* [PROBLEM STATEMENT]:
Quote all of the data exactly as given. Skip every picture it contains.

[Stored data entries]
=-=-=
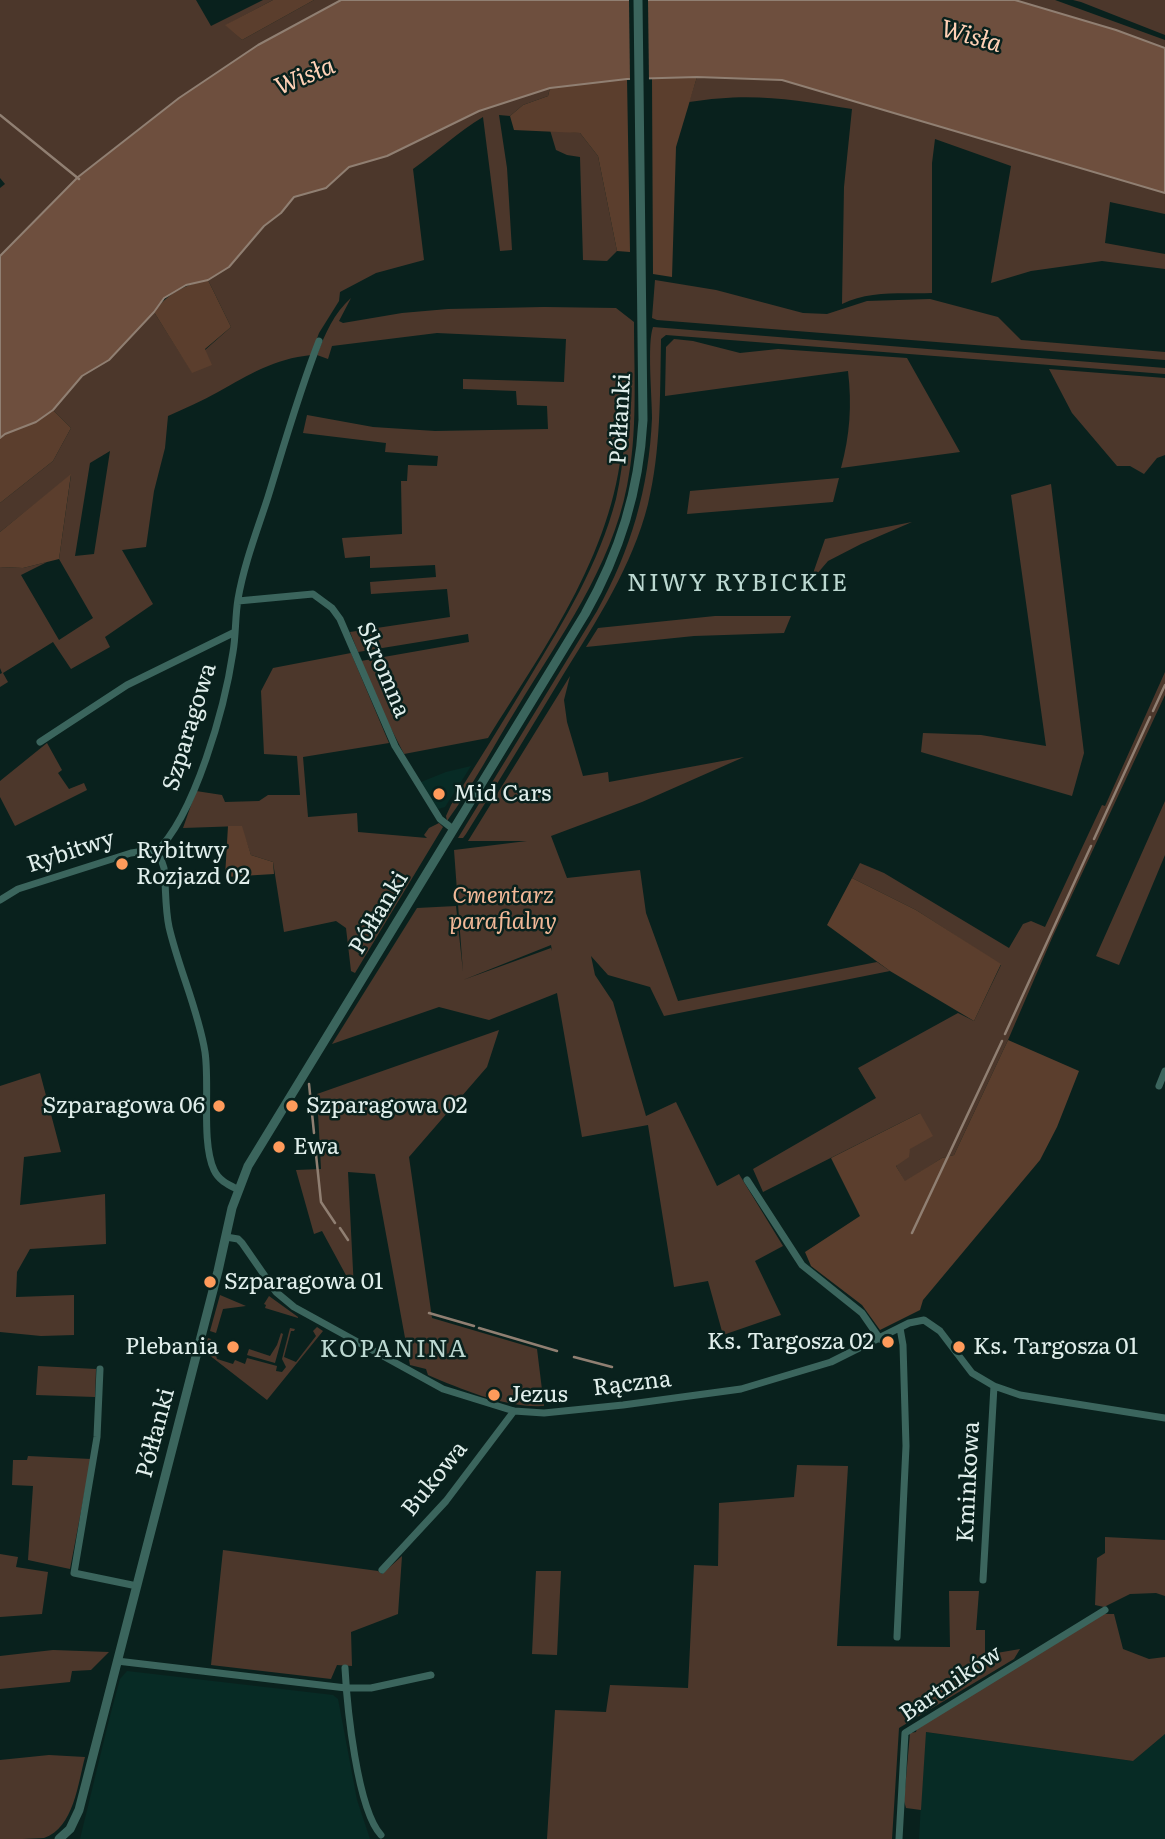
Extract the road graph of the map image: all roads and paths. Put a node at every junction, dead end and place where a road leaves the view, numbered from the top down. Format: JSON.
{"nodes":[{"id":1,"x":638,"y":0,"type":"edge"},
{"id":2,"x":319,"y":341,"type":"dead end"},
{"id":3,"x":237,"y":601,"type":"junction"},
{"id":4,"x":235,"y":632,"type":"junction"},
{"id":5,"x":40,"y":742,"type":"dead end"},
{"id":6,"x":453,"y":830,"type":"junction"},
{"id":7,"x":155,"y":853,"type":"junction"},
{"id":8,"x":530,"y":895,"type":"dead end"},
{"id":9,"x":0,"y":900,"type":"edge"},
{"id":10,"x":458,"y":902,"type":"dead end"},
{"id":11,"x":1165,"y":1071,"type":"edge"},
{"id":12,"x":1159,"y":1086,"type":"dead end"},
{"id":13,"x":747,"y":1180,"type":"dead end"},
{"id":14,"x":239,"y":1190,"type":"junction"},
{"id":15,"x":226,"y":1237,"type":"junction"},
{"id":16,"x":900,"y":1328,"type":"junction"},
{"id":17,"x":880,"y":1339,"type":"junction"},
{"id":18,"x":100,"y":1369,"type":"dead end"},
{"id":19,"x":994,"y":1386,"type":"junction"},
{"id":20,"x":514,"y":1410,"type":"junction"},
{"id":21,"x":1165,"y":1418,"type":"edge"},
{"id":22,"x":382,"y":1570,"type":"dead end"},
{"id":23,"x":983,"y":1580,"type":"dead end"},
{"id":24,"x":137,"y":1586,"type":"junction"},
{"id":25,"x":1105,"y":1610,"type":"dead end"},
{"id":26,"x":897,"y":1637,"type":"dead end"},
{"id":27,"x":117,"y":1661,"type":"junction"},
{"id":28,"x":345,"y":1668,"type":"dead end"},
{"id":29,"x":431,"y":1675,"type":"dead end"},
{"id":30,"x":346,"y":1688,"type":"junction"},
{"id":31,"x":381,"y":1835,"type":"dead end"},
{"id":32,"x":59,"y":1839,"type":"edge"},
{"id":33,"x":899,"y":1839,"type":"edge"}],
"edges":[{"from":1,"to":6,"type":"street","name":"Półłanki"},
{"from":2,"to":3,"type":"street","name":"Szparagowa"},
{"from":3,"to":4,"type":"street","name":"Szparagowa"},
{"from":3,"to":6,"type":"street","name":"Skromna"},
{"from":4,"to":5,"type":"street"},
{"from":4,"to":7,"type":"street","name":"Szparagowa"},
{"from":6,"to":14,"type":"street","name":"Półłanki"},
{"from":7,"to":9,"type":"street","name":"Rybitwy"},
{"from":7,"to":14,"type":"street"},
{"from":8,"to":10,"type":"street"},
{"from":11,"to":12,"type":"street"},
{"from":13,"to":17,"type":"street"},
{"from":14,"to":15,"type":"street","name":"Półłanki"},
{"from":15,"to":20,"type":"street","name":"Rączna"},
{"from":15,"to":24,"type":"street","name":"Półłanki"},
{"from":16,"to":17,"type":"street","name":"Rączna"},
{"from":16,"to":19,"type":"street","name":"Rączna"},
{"from":16,"to":26,"type":"street"},
{"from":17,"to":20,"type":"street","name":"Rączna"},
{"from":18,"to":24,"type":"street"},
{"from":19,"to":21,"type":"street","name":"Rączna"},
{"from":19,"to":23,"type":"street","name":"Kminkowa"},
{"from":20,"to":22,"type":"street","name":"Bukowa"},
{"from":24,"to":27,"type":"street","name":"Półłanki"},
{"from":25,"to":33,"type":"street","name":"Bartników"},
{"from":27,"to":30,"type":"street"},
{"from":27,"to":32,"type":"street","name":"Półłanki"},
{"from":28,"to":30,"type":"street"},
{"from":29,"to":30,"type":"street"},
{"from":30,"to":31,"type":"street"}]}
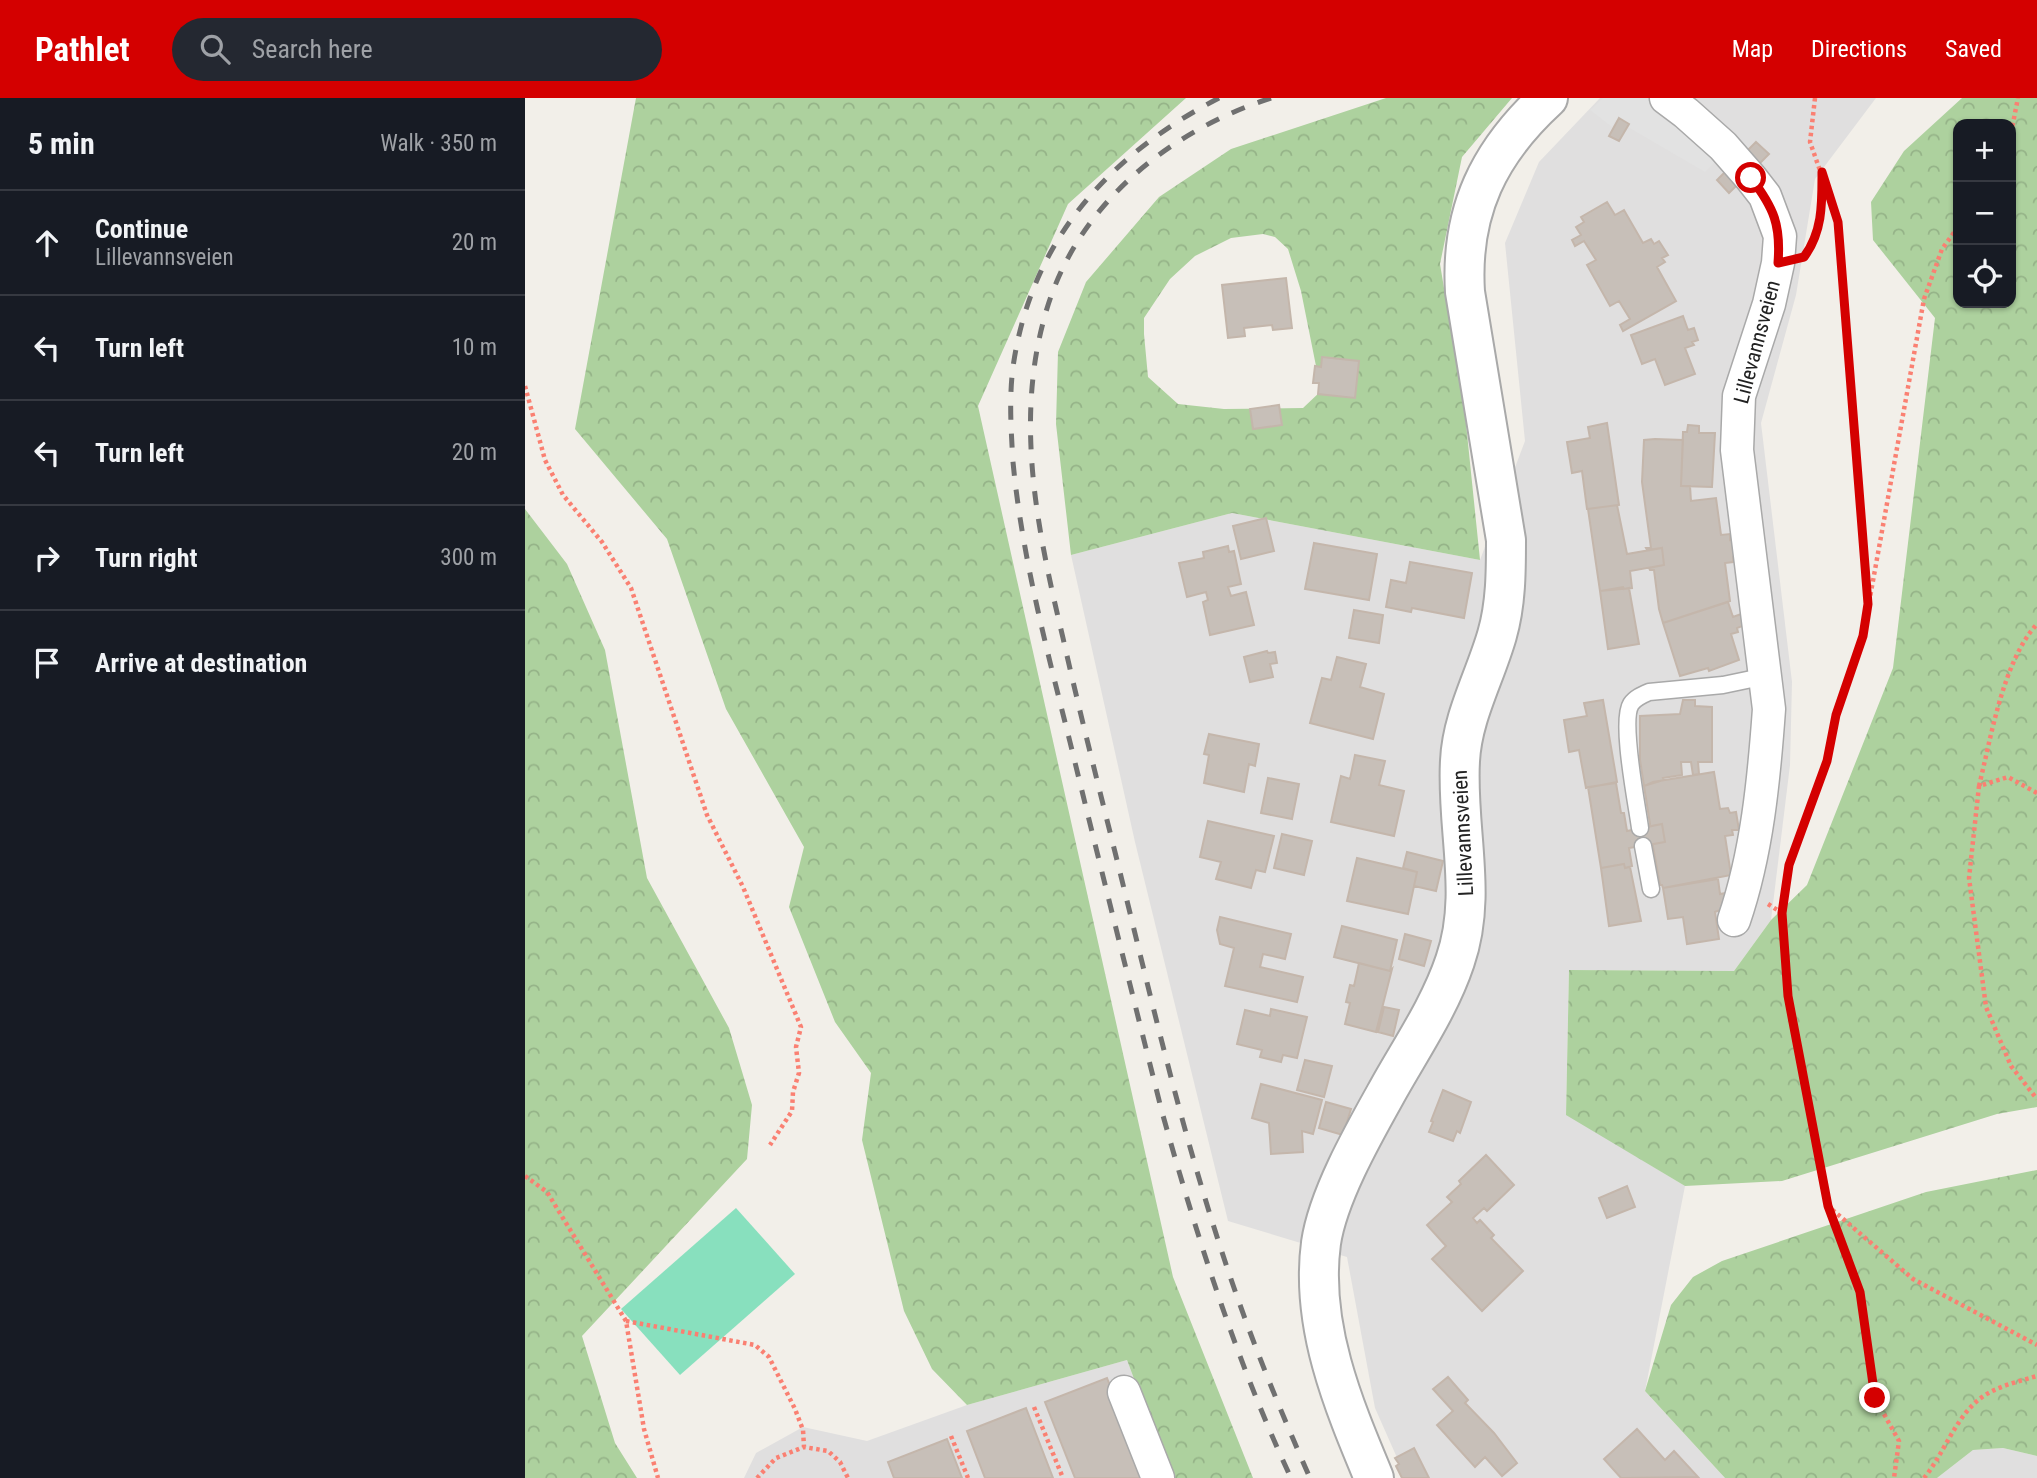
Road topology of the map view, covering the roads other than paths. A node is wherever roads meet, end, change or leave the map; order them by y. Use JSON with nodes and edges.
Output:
{"nodes":[{"id":1,"x":1548,"y":98,"type":"edge"},
{"id":2,"x":1666,"y":98,"type":"edge"},
{"id":3,"x":1766,"y":676,"type":"junction"},
{"id":4,"x":1640,"y":828,"type":"dead end"},
{"id":5,"x":1643,"y":846,"type":"dead end"},
{"id":6,"x":1651,"y":889,"type":"dead end"},
{"id":7,"x":1734,"y":920,"type":"dead end"},
{"id":8,"x":1124,"y":1392,"type":"dead end"},
{"id":9,"x":1158,"y":1478,"type":"edge"},
{"id":10,"x":1374,"y":1478,"type":"edge"}],
"edges":[{"from":1,"to":10,"type":"street","name":"Lillevannsveien"},
{"from":2,"to":3,"type":"street","name":"Lillevannsveien"},
{"from":3,"to":4,"type":"lane"},
{"from":3,"to":7,"type":"street","name":"Lillevannsveien"},
{"from":5,"to":6,"type":"lane"},
{"from":8,"to":9,"type":"street"}]}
=-=-=
* [RESPONSE FOR THIS EXERCISE]:
Extract the road graph of the map image: all roads and paths. Put a node at every junction, dead end and place where a road leaves the view, numbered from the top down. Format: JSON.
{"nodes":[{"id":1,"x":638,"y":0,"type":"edge"},
{"id":2,"x":319,"y":341,"type":"dead end"},
{"id":3,"x":237,"y":601,"type":"junction"},
{"id":4,"x":235,"y":632,"type":"junction"},
{"id":5,"x":40,"y":742,"type":"dead end"},
{"id":6,"x":453,"y":830,"type":"junction"},
{"id":7,"x":155,"y":853,"type":"junction"},
{"id":8,"x":530,"y":895,"type":"dead end"},
{"id":9,"x":0,"y":900,"type":"edge"},
{"id":10,"x":458,"y":902,"type":"dead end"},
{"id":11,"x":1165,"y":1071,"type":"edge"},
{"id":12,"x":1159,"y":1086,"type":"dead end"},
{"id":13,"x":747,"y":1180,"type":"dead end"},
{"id":14,"x":239,"y":1190,"type":"junction"},
{"id":15,"x":226,"y":1237,"type":"junction"},
{"id":16,"x":900,"y":1328,"type":"junction"},
{"id":17,"x":880,"y":1339,"type":"junction"},
{"id":18,"x":100,"y":1369,"type":"dead end"},
{"id":19,"x":994,"y":1386,"type":"junction"},
{"id":20,"x":514,"y":1410,"type":"junction"},
{"id":21,"x":1165,"y":1418,"type":"edge"},
{"id":22,"x":382,"y":1570,"type":"dead end"},
{"id":23,"x":983,"y":1580,"type":"dead end"},
{"id":24,"x":137,"y":1586,"type":"junction"},
{"id":25,"x":1105,"y":1610,"type":"dead end"},
{"id":26,"x":897,"y":1637,"type":"dead end"},
{"id":27,"x":117,"y":1661,"type":"junction"},
{"id":28,"x":345,"y":1668,"type":"dead end"},
{"id":29,"x":431,"y":1675,"type":"dead end"},
{"id":30,"x":346,"y":1688,"type":"junction"},
{"id":31,"x":381,"y":1835,"type":"dead end"},
{"id":32,"x":59,"y":1839,"type":"edge"},
{"id":33,"x":899,"y":1839,"type":"edge"}],
"edges":[{"from":1,"to":6,"type":"street","name":"Półłanki"},
{"from":2,"to":3,"type":"street","name":"Szparagowa"},
{"from":3,"to":4,"type":"street","name":"Szparagowa"},
{"from":3,"to":6,"type":"street","name":"Skromna"},
{"from":4,"to":5,"type":"street"},
{"from":4,"to":7,"type":"street","name":"Szparagowa"},
{"from":6,"to":14,"type":"street","name":"Półłanki"},
{"from":7,"to":9,"type":"street","name":"Rybitwy"},
{"from":7,"to":14,"type":"street"},
{"from":8,"to":10,"type":"street"},
{"from":11,"to":12,"type":"street"},
{"from":13,"to":17,"type":"street"},
{"from":14,"to":15,"type":"street","name":"Półłanki"},
{"from":15,"to":20,"type":"street","name":"Rączna"},
{"from":15,"to":24,"type":"street","name":"Półłanki"},
{"from":16,"to":17,"type":"street","name":"Rączna"},
{"from":16,"to":19,"type":"street","name":"Rączna"},
{"from":16,"to":26,"type":"street"},
{"from":17,"to":20,"type":"street","name":"Rączna"},
{"from":18,"to":24,"type":"street"},
{"from":19,"to":21,"type":"street","name":"Rączna"},
{"from":19,"to":23,"type":"street","name":"Kminkowa"},
{"from":20,"to":22,"type":"street","name":"Bukowa"},
{"from":24,"to":27,"type":"street","name":"Półłanki"},
{"from":25,"to":33,"type":"street","name":"Bartników"},
{"from":27,"to":30,"type":"street"},
{"from":27,"to":32,"type":"street","name":"Półłanki"},
{"from":28,"to":30,"type":"street"},
{"from":29,"to":30,"type":"street"},
{"from":30,"to":31,"type":"street"}]}
Road topology of the map view, covering the roads other than paths. A node is wherever roads meet, end, change or leave the map; order them by y. Use JSON with nodes and edges.
Output:
{"nodes":[{"id":1,"x":1548,"y":98,"type":"edge"},
{"id":2,"x":1666,"y":98,"type":"edge"},
{"id":3,"x":1766,"y":676,"type":"junction"},
{"id":4,"x":1640,"y":828,"type":"dead end"},
{"id":5,"x":1643,"y":846,"type":"dead end"},
{"id":6,"x":1651,"y":889,"type":"dead end"},
{"id":7,"x":1734,"y":920,"type":"dead end"},
{"id":8,"x":1124,"y":1392,"type":"dead end"},
{"id":9,"x":1158,"y":1478,"type":"edge"},
{"id":10,"x":1374,"y":1478,"type":"edge"}],
"edges":[{"from":1,"to":10,"type":"street","name":"Lillevannsveien"},
{"from":2,"to":3,"type":"street","name":"Lillevannsveien"},
{"from":3,"to":4,"type":"lane"},
{"from":3,"to":7,"type":"street","name":"Lillevannsveien"},
{"from":5,"to":6,"type":"lane"},
{"from":8,"to":9,"type":"street"}]}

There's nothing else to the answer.